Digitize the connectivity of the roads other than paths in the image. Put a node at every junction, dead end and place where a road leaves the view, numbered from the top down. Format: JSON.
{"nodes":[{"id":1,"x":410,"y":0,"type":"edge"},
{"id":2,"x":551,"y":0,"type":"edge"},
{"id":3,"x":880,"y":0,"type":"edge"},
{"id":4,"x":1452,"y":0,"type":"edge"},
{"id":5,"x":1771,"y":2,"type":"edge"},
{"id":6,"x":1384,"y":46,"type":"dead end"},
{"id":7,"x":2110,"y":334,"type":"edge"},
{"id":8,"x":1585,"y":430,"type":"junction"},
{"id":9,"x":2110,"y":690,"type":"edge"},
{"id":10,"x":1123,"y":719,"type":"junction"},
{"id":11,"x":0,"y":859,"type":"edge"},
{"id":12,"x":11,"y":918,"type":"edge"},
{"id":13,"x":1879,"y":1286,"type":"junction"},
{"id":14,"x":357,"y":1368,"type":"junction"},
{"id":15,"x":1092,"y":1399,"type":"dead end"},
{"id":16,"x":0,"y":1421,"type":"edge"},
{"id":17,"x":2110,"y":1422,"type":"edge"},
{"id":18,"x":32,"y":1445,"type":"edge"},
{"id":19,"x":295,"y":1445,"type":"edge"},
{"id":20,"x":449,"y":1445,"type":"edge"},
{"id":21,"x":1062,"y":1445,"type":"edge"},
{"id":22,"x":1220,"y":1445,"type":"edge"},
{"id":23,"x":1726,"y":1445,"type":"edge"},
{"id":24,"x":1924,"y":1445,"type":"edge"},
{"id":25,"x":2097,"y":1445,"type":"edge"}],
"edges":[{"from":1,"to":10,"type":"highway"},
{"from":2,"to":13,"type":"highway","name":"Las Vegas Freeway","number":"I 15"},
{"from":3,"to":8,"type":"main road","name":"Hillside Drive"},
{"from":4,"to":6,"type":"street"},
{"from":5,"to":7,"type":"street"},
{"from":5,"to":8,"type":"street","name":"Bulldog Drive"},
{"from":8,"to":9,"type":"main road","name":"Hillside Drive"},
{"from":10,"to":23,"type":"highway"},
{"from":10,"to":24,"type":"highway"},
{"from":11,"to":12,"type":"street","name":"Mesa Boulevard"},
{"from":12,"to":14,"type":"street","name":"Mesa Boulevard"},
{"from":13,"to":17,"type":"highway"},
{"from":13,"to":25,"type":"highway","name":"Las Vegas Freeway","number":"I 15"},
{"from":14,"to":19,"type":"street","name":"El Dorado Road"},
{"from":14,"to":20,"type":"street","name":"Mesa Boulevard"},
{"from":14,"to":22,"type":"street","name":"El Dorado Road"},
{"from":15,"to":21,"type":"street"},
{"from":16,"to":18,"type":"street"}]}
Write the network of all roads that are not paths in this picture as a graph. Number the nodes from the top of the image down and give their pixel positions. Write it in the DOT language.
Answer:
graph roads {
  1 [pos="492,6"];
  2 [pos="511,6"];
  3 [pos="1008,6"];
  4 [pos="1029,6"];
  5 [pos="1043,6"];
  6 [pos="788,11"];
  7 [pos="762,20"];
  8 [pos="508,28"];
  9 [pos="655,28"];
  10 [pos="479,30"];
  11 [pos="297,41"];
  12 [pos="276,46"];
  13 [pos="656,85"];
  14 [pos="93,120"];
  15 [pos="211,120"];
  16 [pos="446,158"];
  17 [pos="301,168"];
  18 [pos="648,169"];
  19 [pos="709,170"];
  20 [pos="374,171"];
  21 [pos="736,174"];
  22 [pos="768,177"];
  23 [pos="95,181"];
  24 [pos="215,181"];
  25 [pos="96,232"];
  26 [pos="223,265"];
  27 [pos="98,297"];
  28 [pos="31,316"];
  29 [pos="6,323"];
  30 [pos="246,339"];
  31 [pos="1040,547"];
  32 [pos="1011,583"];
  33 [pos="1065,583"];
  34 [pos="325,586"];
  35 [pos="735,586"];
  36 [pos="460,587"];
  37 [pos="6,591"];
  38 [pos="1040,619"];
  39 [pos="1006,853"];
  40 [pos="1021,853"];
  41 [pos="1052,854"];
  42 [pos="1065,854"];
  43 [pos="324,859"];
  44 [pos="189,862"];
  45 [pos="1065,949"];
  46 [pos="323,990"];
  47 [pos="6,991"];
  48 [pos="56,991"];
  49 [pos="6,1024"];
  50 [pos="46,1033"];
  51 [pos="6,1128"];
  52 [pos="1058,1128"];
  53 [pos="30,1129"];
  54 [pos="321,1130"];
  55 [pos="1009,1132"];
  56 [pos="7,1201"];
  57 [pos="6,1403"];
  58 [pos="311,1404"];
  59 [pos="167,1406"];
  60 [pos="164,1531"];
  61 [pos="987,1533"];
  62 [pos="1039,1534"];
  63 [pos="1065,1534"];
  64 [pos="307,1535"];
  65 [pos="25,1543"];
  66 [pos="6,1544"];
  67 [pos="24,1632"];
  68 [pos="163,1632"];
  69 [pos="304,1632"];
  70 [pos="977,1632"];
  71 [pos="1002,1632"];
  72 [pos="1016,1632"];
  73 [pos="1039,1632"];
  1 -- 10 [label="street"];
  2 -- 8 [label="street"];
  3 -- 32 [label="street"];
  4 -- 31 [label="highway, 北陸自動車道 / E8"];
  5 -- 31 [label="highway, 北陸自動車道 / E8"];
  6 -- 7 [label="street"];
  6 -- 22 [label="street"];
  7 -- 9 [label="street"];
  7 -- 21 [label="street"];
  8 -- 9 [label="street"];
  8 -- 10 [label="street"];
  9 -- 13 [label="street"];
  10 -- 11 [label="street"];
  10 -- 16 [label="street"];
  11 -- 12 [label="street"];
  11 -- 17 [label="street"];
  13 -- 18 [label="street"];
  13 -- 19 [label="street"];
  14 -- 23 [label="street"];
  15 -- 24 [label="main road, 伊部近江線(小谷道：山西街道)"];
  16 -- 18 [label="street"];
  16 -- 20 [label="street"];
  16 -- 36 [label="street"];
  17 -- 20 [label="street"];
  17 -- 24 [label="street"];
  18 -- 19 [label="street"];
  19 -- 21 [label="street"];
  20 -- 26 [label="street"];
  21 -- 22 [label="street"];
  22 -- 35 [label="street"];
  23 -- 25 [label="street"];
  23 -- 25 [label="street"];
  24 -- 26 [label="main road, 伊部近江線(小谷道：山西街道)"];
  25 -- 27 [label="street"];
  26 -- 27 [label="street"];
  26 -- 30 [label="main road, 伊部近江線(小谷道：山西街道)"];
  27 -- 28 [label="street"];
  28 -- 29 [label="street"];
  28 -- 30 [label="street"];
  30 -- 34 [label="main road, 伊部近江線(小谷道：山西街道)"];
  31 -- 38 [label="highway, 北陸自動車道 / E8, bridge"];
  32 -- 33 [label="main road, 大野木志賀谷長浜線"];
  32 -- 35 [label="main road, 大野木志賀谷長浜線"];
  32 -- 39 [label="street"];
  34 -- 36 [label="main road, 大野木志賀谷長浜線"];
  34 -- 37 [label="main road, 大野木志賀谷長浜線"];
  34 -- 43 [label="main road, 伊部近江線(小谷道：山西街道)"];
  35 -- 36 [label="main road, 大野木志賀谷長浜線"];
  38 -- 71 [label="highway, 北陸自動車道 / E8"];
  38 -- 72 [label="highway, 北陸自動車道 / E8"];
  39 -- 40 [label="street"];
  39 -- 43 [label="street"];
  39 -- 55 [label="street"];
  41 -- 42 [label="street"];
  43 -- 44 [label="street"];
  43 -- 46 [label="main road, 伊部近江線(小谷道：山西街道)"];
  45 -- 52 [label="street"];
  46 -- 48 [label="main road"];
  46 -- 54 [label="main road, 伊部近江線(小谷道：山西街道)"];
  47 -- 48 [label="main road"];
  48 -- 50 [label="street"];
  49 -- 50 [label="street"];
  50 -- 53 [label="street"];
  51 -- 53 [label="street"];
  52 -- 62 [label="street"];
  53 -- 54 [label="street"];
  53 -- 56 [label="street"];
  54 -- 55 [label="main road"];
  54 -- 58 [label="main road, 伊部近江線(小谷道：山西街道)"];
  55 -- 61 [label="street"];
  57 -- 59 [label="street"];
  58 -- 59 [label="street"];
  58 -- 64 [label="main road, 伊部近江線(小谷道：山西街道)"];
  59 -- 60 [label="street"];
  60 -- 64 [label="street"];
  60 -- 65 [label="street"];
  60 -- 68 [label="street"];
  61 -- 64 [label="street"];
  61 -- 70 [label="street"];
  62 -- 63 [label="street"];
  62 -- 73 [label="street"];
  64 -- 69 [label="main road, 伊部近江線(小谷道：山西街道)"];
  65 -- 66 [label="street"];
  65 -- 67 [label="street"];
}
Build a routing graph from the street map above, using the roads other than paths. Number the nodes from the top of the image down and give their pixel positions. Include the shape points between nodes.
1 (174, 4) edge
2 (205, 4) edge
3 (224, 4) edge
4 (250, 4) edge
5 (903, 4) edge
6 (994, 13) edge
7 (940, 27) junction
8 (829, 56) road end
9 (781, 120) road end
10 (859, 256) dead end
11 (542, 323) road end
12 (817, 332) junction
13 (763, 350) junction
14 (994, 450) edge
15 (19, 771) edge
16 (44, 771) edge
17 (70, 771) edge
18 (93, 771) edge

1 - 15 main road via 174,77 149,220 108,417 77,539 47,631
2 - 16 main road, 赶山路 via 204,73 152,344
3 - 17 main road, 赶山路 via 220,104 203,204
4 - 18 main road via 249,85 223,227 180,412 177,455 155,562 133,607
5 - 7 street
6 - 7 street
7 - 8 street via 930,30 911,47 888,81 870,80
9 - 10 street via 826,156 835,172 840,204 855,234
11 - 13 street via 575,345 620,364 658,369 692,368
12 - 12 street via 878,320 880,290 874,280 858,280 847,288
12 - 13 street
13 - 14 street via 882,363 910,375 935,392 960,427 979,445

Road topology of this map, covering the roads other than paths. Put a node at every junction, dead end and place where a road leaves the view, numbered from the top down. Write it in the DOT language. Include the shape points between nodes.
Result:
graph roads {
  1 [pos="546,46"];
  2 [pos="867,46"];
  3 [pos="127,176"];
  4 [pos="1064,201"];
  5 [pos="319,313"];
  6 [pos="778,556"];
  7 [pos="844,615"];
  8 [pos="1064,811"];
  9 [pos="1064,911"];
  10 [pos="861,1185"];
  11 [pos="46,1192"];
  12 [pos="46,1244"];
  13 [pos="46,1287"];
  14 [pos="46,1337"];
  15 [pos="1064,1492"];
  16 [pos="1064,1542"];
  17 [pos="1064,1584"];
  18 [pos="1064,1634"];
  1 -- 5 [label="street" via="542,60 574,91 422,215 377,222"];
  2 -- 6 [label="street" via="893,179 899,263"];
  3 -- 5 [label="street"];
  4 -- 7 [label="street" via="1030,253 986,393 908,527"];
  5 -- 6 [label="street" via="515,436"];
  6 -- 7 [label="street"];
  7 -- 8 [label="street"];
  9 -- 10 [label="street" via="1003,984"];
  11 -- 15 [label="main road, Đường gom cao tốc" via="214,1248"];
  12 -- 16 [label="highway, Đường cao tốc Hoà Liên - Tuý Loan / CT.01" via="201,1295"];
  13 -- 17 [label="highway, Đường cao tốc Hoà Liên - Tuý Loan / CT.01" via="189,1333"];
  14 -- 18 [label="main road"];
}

......

[REQUIREMENT] Take every line from the data that contains the word "than".

[EXERCISE RESPONSE]
Digitize the connectivity of the roads other than paths in the image. Put a node at every junction, dead end and place where a road leaves the view, numbered from the top down. Format: JSON.
Build a routing graph from the street map above, using the roads other than paths. Number the nodes from the top of the image down and give their pixel positions. Include the shape points between nodes.
Road topology of this map, covering the roads other than paths. Put a node at every junction, dead end and place where a road leaves the view, numbered from the top down. Write it in the DOT language. Include the shape points between nodes.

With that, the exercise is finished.